The Patas monkey (aka hussar monkey) is one of the terrestrial primates restricted to the dry savanna of north-central Africa. You will likely see it on a safari game drive in Kidepo Valley and Murchison Falls National Park. They are easy to spot because they prefer sitting on the branches or raised savannah ground like anthills to avoid predator surprises.
The patas could be confused with the Vervet monkey, but it has a lankier build, a light reddish-brown coat, and a black stripe above the eyes (the vervet is monkey greyer and has a black face mask).
Patas monkeys are a slender species coloured red-brown dorsally and grey-white ventrally. You can identify it by the black brow ridge, nose and the white area around the mouth.
Young patas monkeys have a black nose changing to a lighter colour as they approach sexual maturity, and of course, you can miss the bright blue scrotum.
During pregnancy, the facial hair of female patas monkeys noticeably lightens, potentially as a result of changing hormone levels.
Adult males are bigger than females, weighing 12.4 kg and measuring 600 millimetres in length, excluding the tail. Adult females weigh about 6.5 and can be about 490 millimetres in width. Patas monkeys can live for nearly 22 years in the wild.
Patas Monkey Behaviour
They have adapted for life on the ground with slender bodies and long limbs morphologically suited for terrestrial movement and speed rather than arboreal movement.
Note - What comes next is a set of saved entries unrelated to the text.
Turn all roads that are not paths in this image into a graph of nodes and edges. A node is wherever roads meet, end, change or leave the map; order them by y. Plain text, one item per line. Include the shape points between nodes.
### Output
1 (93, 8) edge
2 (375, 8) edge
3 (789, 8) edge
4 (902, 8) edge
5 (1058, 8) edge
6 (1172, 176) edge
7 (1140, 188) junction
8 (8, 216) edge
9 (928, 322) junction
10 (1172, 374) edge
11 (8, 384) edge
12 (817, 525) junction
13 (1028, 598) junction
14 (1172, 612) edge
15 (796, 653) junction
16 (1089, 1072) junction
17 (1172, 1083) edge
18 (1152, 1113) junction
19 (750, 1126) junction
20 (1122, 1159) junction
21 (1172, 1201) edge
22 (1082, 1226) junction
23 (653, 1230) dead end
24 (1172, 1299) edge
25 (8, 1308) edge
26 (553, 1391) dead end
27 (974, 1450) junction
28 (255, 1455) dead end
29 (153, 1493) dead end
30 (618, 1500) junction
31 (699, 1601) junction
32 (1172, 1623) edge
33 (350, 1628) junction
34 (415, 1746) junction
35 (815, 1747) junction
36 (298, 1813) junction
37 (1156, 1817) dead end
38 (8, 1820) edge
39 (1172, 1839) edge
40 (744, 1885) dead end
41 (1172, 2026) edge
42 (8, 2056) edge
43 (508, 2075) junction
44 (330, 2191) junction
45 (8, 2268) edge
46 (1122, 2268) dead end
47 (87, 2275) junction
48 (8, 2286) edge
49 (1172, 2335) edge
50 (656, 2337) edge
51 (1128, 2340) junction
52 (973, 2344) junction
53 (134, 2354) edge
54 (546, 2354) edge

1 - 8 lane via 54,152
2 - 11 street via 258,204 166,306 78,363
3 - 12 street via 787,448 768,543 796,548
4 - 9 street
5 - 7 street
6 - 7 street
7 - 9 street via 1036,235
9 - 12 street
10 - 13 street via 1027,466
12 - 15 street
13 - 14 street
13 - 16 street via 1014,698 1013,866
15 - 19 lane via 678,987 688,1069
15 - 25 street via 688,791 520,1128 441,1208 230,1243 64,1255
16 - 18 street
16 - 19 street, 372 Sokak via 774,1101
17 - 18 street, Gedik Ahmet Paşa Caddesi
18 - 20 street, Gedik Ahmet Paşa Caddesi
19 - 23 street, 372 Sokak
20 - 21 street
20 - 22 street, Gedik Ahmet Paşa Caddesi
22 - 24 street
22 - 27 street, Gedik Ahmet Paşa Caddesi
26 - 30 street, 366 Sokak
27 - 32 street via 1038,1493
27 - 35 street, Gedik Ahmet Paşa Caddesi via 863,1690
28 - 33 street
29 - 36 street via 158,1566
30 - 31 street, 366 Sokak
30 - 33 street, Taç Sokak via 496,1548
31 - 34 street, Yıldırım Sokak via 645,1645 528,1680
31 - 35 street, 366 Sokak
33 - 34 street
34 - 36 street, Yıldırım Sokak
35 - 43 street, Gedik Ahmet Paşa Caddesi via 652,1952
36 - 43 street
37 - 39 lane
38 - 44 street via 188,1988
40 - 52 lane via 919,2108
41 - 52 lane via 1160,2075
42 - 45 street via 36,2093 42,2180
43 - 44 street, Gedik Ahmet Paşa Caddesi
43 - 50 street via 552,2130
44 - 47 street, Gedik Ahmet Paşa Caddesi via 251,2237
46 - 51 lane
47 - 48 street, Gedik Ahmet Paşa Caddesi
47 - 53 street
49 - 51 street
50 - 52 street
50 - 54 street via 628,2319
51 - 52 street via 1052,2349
Patas monkeys are quadrupedal (use all fours for walking), and their terrestrial locomotion is rapid for a primate monkey, with a maximum speed of approximately 55 km per hour. Their exceptionally long forelimbs facilitate this high running speed, allowing them to escape from predators easily.
In addition, they will occasionally assume a bipedal stance when alarmed and can move on two’s if carrying an item in both hands. They curve down the tail while on the ground but will raise it when on a narrow surface such as a tree branch, most likely for balance. The tail also performs as a brace and controls the monkey’s descent.
In Uganda, the patas monkey is only found in the extreme north, and you can easily see it on the plains in Kidepo Valley and Murchison Falls National Parks, as well as Pian Upe Wildlife Reserve.